By Ian Berry
A Memphis Christian radio station airing paid advertisements for Bob Corker’s U.S. Senate campaign also has been running “editorials” explaining that federal law requires the station to run the ads and detailing his past statements on abortion.
The station, WCRV-AM in Memphis, is running the editorial several times a day, said Rich Bott, executive vice president of Bott Radio Network, the parent company based in Overland Park, Kan.
On Wednesday Mr. Bott said Mr. Corker’s claim in the advertisement that he is now “pro-life” has called into question his past statements on abortion and the fact that Tennessee Right to Life endorsed one of his Aug. 3 Republican primary opponents, Ed Bryant.
“The Bible says, ‘By their fruits you shall know them,’” Mr. Bott said. “People want to make sure this is not an election-year conversion.”
Corker campaign spokesman Todd Womack said the radio station’s editorial is incorrect.
“The fact is, Bob Corker is pro-life,” Mr. Womack said. “It’s unfortunate this gentleman from Kansas City has decided to offer Ed Bryant’s false and misleading talking points as his own opinions.”
He said the ad in Memphis was part of a campaign to reach the airwaves across the state. In the ad, the announcer says Mr. Corker, a former Chattanooga mayor, is “pro-life,” supportive of conservative judges and “for traditional marriage.”
Darren Morris, a Republican consultant, also said he never had heard of such a disclaimer by a radio station.
“It’s not only unusual, it’s blatantly illegal, and it jeopardizes their license,” Mr. Morris said.
He said the station is, at the very least, required to offer Mr. Corker airtime to respond to the editorial.
Officials with the Federal Communication Commission were not available for comment.
The Memphis editorials were not running before or after Mr. Corker’s ads, Mr. Bott said. In the piece, Mr. Bott explains that federal law requires them to run the ads, but he said the station also can offer additional information.
Citing Tennessee Right to Life, which endorsed Mr. Bryant, Mr. Bott said Mr. Corker expressed pro-abortion rights views during his 1994 Senate campaign, and while working in former Gov. Don Sundquist’s administration he worked to thwart an amendment to prevent state funding for abortion.

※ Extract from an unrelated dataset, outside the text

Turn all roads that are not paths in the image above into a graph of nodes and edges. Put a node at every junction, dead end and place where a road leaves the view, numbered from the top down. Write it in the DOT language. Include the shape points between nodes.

Mr. Corker had said during his previous Senate campaign he personally was against abortion, but that it was not a government issue.
“Certainly, Bob has said he’s grown since 1994, and he sees the issue differently now,” Mr. Womack said.

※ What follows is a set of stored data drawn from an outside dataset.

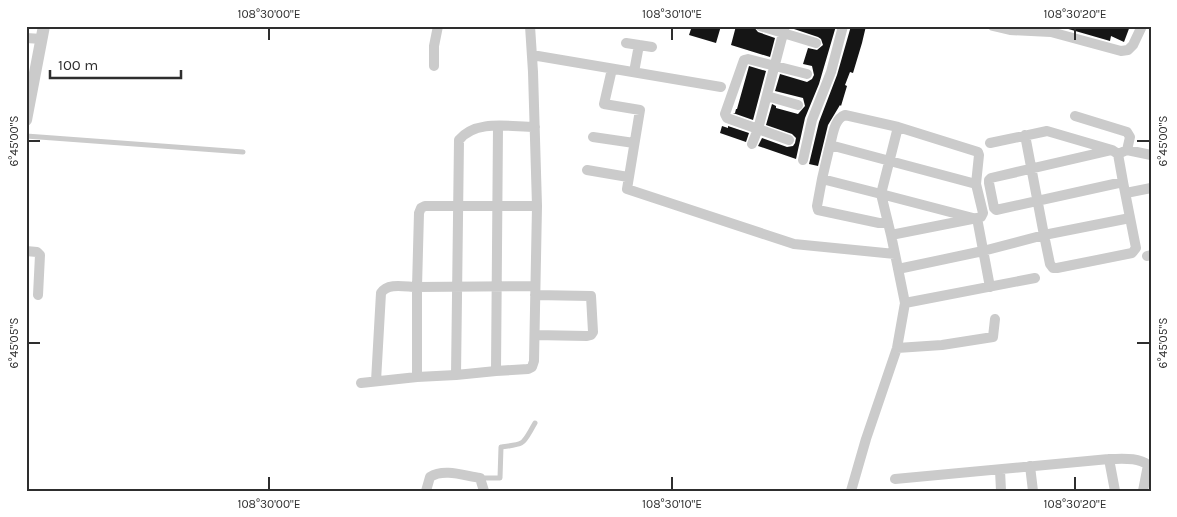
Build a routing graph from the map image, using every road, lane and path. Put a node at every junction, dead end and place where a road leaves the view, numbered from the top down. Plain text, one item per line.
1 (438, 26) edge
2 (530, 26) edge
3 (760, 26) edge
4 (843, 26) edge
5 (993, 26) edge
6 (1142, 26) edge
7 (784, 30) edge
8 (43, 32) edge
9 (26, 38) edge
10 (626, 43) dead end
11 (816, 43) dead end
12 (639, 45) junction
13 (652, 47) dead end
14 (532, 55) junction
15 (434, 66) dead end
16 (775, 66) junction
17 (612, 69) junction
18 (634, 72) junction
19 (807, 74) dead end
20 (721, 86) dead end
21 (767, 96) junction
22 (28, 97) edge
23 (798, 105) dead end
24 (1075, 116) dead end
25 (26, 120) edge
26 (498, 127) junction
27 (535, 127) junction
28 (898, 127) junction
29 (758, 129) junction
30 (1025, 135) junction
31 (26, 136) edge
32 (593, 137) dead end
33 (789, 140) dead end
34 (634, 143) junction
35 (990, 143) dead end
36 (752, 144) dead end
37 (830, 145) junction
38 (1119, 151) junction
39 (243, 152) dead end
40 (1151, 155) edge
41 (803, 160) dead end
42 (890, 160) junction
43 (1031, 168) junction
44 (587, 170) dead end
45 (628, 177) junction
46 (822, 179) junction
47 (1123, 182) junction
48 (976, 184) junction
49 (1151, 188) edge
50 (1126, 193) junction
51 (881, 194) junction
52 (1038, 202) junction
53 (458, 206) junction
54 (498, 206) junction
55 (537, 206) junction
56 (977, 218) junction
57 (1130, 218) junction
58 (888, 222) junction
59 (891, 235) junction
60 (1044, 235) junction
61 (26, 251) edge
62 (983, 251) junction
63 (895, 254) junction
64 (898, 269) junction
65 (1036, 278) dead end
66 (417, 287) junction
67 (457, 287) junction
68 (497, 287) junction
69 (990, 287) junction
70 (535, 290) junction
71 (38, 295) dead end
72 (904, 303) junction
73 (995, 319) dead end
74 (535, 335) junction
75 (897, 348) junction
76 (496, 371) junction
77 (456, 375) junction
78 (417, 377) junction
79 (376, 382) junction
80 (361, 383) dead end
81 (535, 423) dead end
82 (1110, 459) junction
83 (1030, 466) junction
84 (1000, 470) junction
85 (480, 478) junction
86 (895, 479) dead end
87 (426, 491) edge
88 (484, 491) edge
89 (850, 491) edge
90 (1001, 491) edge
91 (1033, 491) edge
92 (1114, 491) edge
93 (1143, 491) edge

1 - 15 street
2 - 14 street
3 - 7 street
4 - 41 street
5 - 6 street
7 - 11 street
7 - 16 street
8 - 9 street
8 - 22 street
10 - 12 street
12 - 13 street
12 - 18 street
14 - 17 street
14 - 27 street
16 - 19 street
16 - 21 street
16 - 29 street
17 - 18 street
17 - 34 street
18 - 20 street
21 - 23 street
21 - 29 street
22 - 25 street
24 - 38 street
26 - 27 street
26 - 53 street
26 - 54 street
27 - 55 street
28 - 37 street
28 - 42 street
28 - 48 street
29 - 33 street
29 - 36 street
30 - 35 street
30 - 38 street
30 - 43 street
31 - 39 lane
32 - 34 street
34 - 45 street
37 - 42 street
37 - 46 street
38 - 40 street
38 - 43 street
38 - 47 street
42 - 48 street
42 - 51 street
43 - 52 street
43 - 52 street
44 - 45 street
45 - 63 street
46 - 51 street
46 - 58 street
47 - 50 street
47 - 52 street
48 - 56 street
49 - 50 street
50 - 57 street
51 - 56 street
51 - 58 street
52 - 60 street
53 - 54 street
53 - 66 street
53 - 67 street
54 - 55 street
54 - 68 street
55 - 70 street
56 - 59 street
56 - 62 street
57 - 60 street
57 - 60 street
58 - 59 street
59 - 63 street
60 - 62 street
61 - 71 street
62 - 64 street
62 - 69 street
63 - 64 street
64 - 72 street
65 - 69 street
66 - 67 street
66 - 78 street
66 - 79 street
67 - 68 street
67 - 77 street
68 - 70 street
68 - 76 street
69 - 72 street
70 - 74 street
70 - 74 street
72 - 75 street
73 - 75 street
74 - 76 street
75 - 89 street
76 - 77 street
77 - 78 street
78 - 79 street
79 - 80 street
81 - 85 lane
82 - 83 street
82 - 92 street
82 - 93 street
83 - 84 street
83 - 91 street
84 - 86 street
84 - 90 street
85 - 87 street
85 - 88 street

Mr. Bott said the station often runs editorials on issues of importance to the public and its listeners. But political consultants said the disclaimers are unusual.
“Their action is shocking and unprecedented,” said John Rowley, a Democratic political consultant in Nashville who has worked on numerous campaigns.

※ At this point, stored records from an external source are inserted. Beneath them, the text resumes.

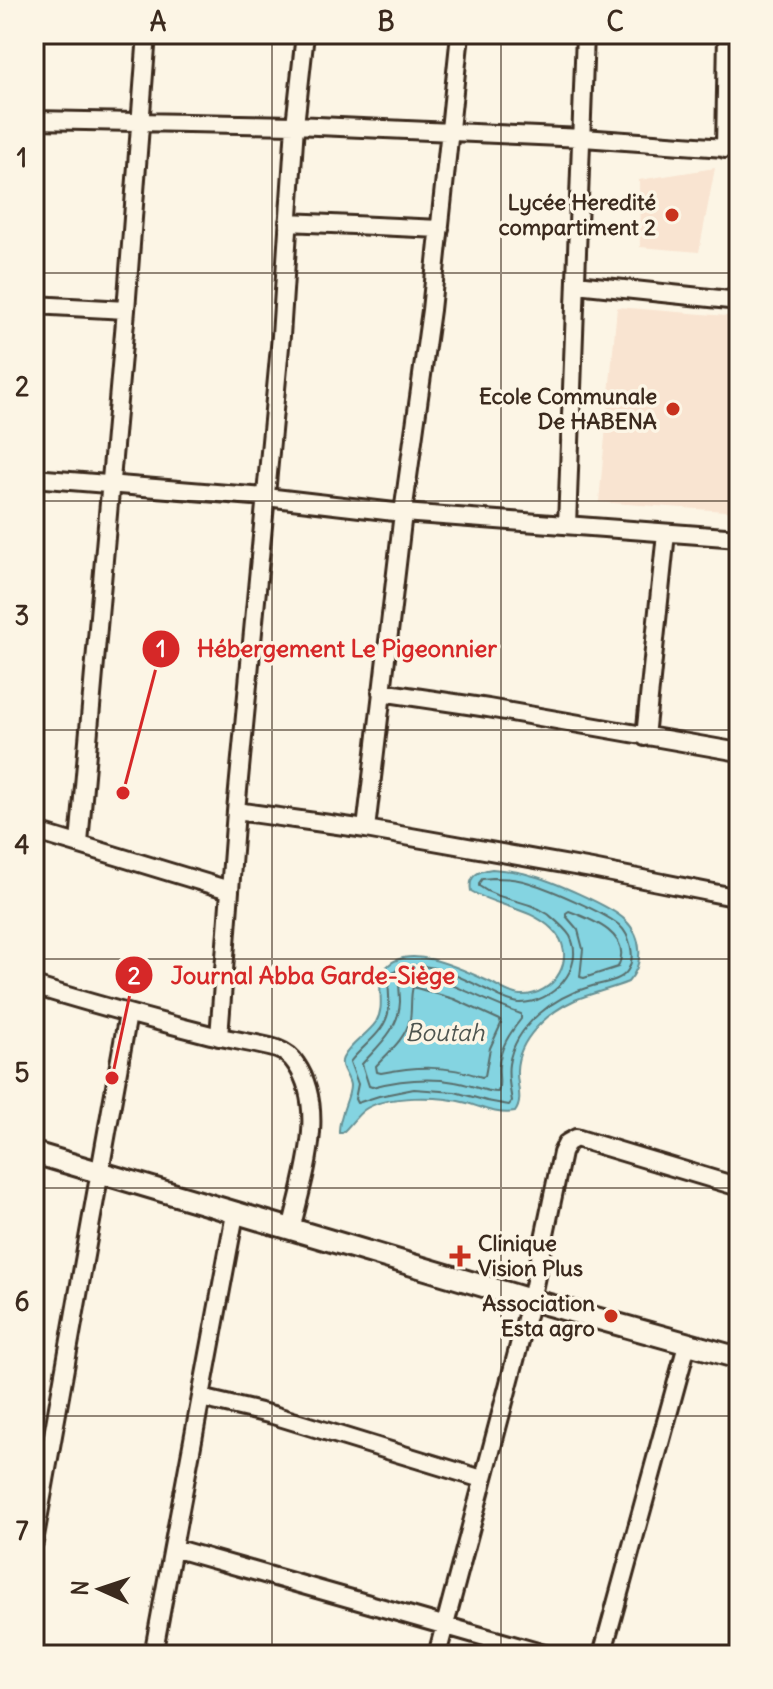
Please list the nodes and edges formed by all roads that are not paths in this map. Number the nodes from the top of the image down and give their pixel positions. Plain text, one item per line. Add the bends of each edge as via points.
1 (147, 34) edge
2 (305, 34) edge
3 (460, 34) edge
4 (585, 34) edge
5 (727, 34) edge
6 (34, 120) edge
7 (141, 122) junction
8 (295, 125) junction
9 (449, 133) junction
10 (583, 138) junction
11 (732, 149) edge
12 (288, 222) junction
13 (440, 229) junction
14 (576, 284) junction
15 (739, 301) edge
16 (34, 305) edge
17 (126, 310) junction
18 (34, 478) edge
19 (110, 484) junction
20 (266, 497) junction
21 (403, 513) junction
22 (567, 525) junction
23 (666, 533) junction
24 (739, 538) edge
25 (381, 692) junction
26 (645, 737) junction
27 (739, 752) edge
28 (236, 811) junction
29 (366, 829) junction
30 (34, 831) edge
31 (79, 843) junction
32 (229, 890) junction
33 (739, 898) edge
34 (34, 986) edge
35 (128, 1014) junction
36 (219, 1037) junction
37 (34, 1153) edge
38 (99, 1173) junction
39 (739, 1187) edge
40 (235, 1214) junction
41 (291, 1230) junction
42 (531, 1300) junction
43 (687, 1345) junction
44 (739, 1358) edge
45 (201, 1398) junction
46 (482, 1479) junction
47 (34, 1542) edge
48 (173, 1548) junction
49 (445, 1627) junction
50 (153, 1655) edge
51 (437, 1655) edge
52 (548, 1655) edge
53 (602, 1655) edge

1 - 7 street
2 - 8 street
3 - 9 street
4 - 10 street
5 - 11 street
6 - 7 street
7 - 8 street
7 - 17 street
8 - 9 street
8 - 12 street
9 - 10 street
9 - 13 street
10 - 11 street
10 - 14 street
12 - 13 street
12 - 20 street
13 - 21 street
14 - 15 street
14 - 22 street
16 - 17 street
17 - 19 street
18 - 19 street
19 - 20 street
19 - 31 street
20 - 21 street
20 - 28 street
21 - 22 street
21 - 25 street
22 - 23 street
23 - 24 street
23 - 26 street
25 - 26 street
25 - 29 street
26 - 27 street
28 - 29 street
28 - 32 street
29 - 33 street
30 - 31 street
31 - 32 street
32 - 36 street
34 - 35 street
35 - 36 street
35 - 38 street
36 - 41 street via 279,1050 291,1057 305,1084 311,1104 310,1139
37 - 38 street
38 - 40 street
38 - 47 street
39 - 42 street via 576,1138 568,1142
40 - 41 street
40 - 45 street
41 - 42 street
42 - 43 street
42 - 46 street
43 - 44 street
43 - 53 street
45 - 46 street
45 - 48 street
46 - 49 street
48 - 49 street
48 - 50 street
49 - 51 street
49 - 52 street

Bruce Oppenheimer, a political science professor at Vanderbilt University, said given the station’s listening audience, the disclaimers probably won’t have much of an effect.
“Probably the biggest thing to come out of it will be that you’re going to run a story on it,” he said.
Meanwhile, Mr. Morris said the Corker campaign’s placement of ads on Christian radio stations is “a poor strategy” because the listeners have made up their minds.
In the ads, Mr. Corker mentions a church mission trip to Haiti that changed his life and inspired him to start a nonprofit that created affordable housing for families.
“I know I’m not perfect, but as a Christian I’ve tried to live by that verse in James, which says, ‘Faith without works is dead,’” Mr. Corker says in the ad.
Also on Wednesday, Van Hilleary, a Republican primary opponent, said Mr. Corker had pulled from the air a television ad that Mr. Hilleary’s campaign said falsely boasted a decrease in taxes while Mr. Corker was mayor.
“Bob Corker’s ad is false advertising, and that is why he pulled it,” said Jennifer Coxe, spokesman for Mr. Hilleary.
Mr. Womack said the ad ran for almost two weeks, which was as long as it was scheduled to run.
“It’s the kind of baseless drivel you expect to come out from campaigns that are lagging in the polls,” Mr. Womack said.
Mr. Corker’s campaign began airing a new television ad Wednesday morning on immigration, Mr. Womack said. The advertisement, in which Mr. Corker appears at the Mexican border, is running statewide, he said.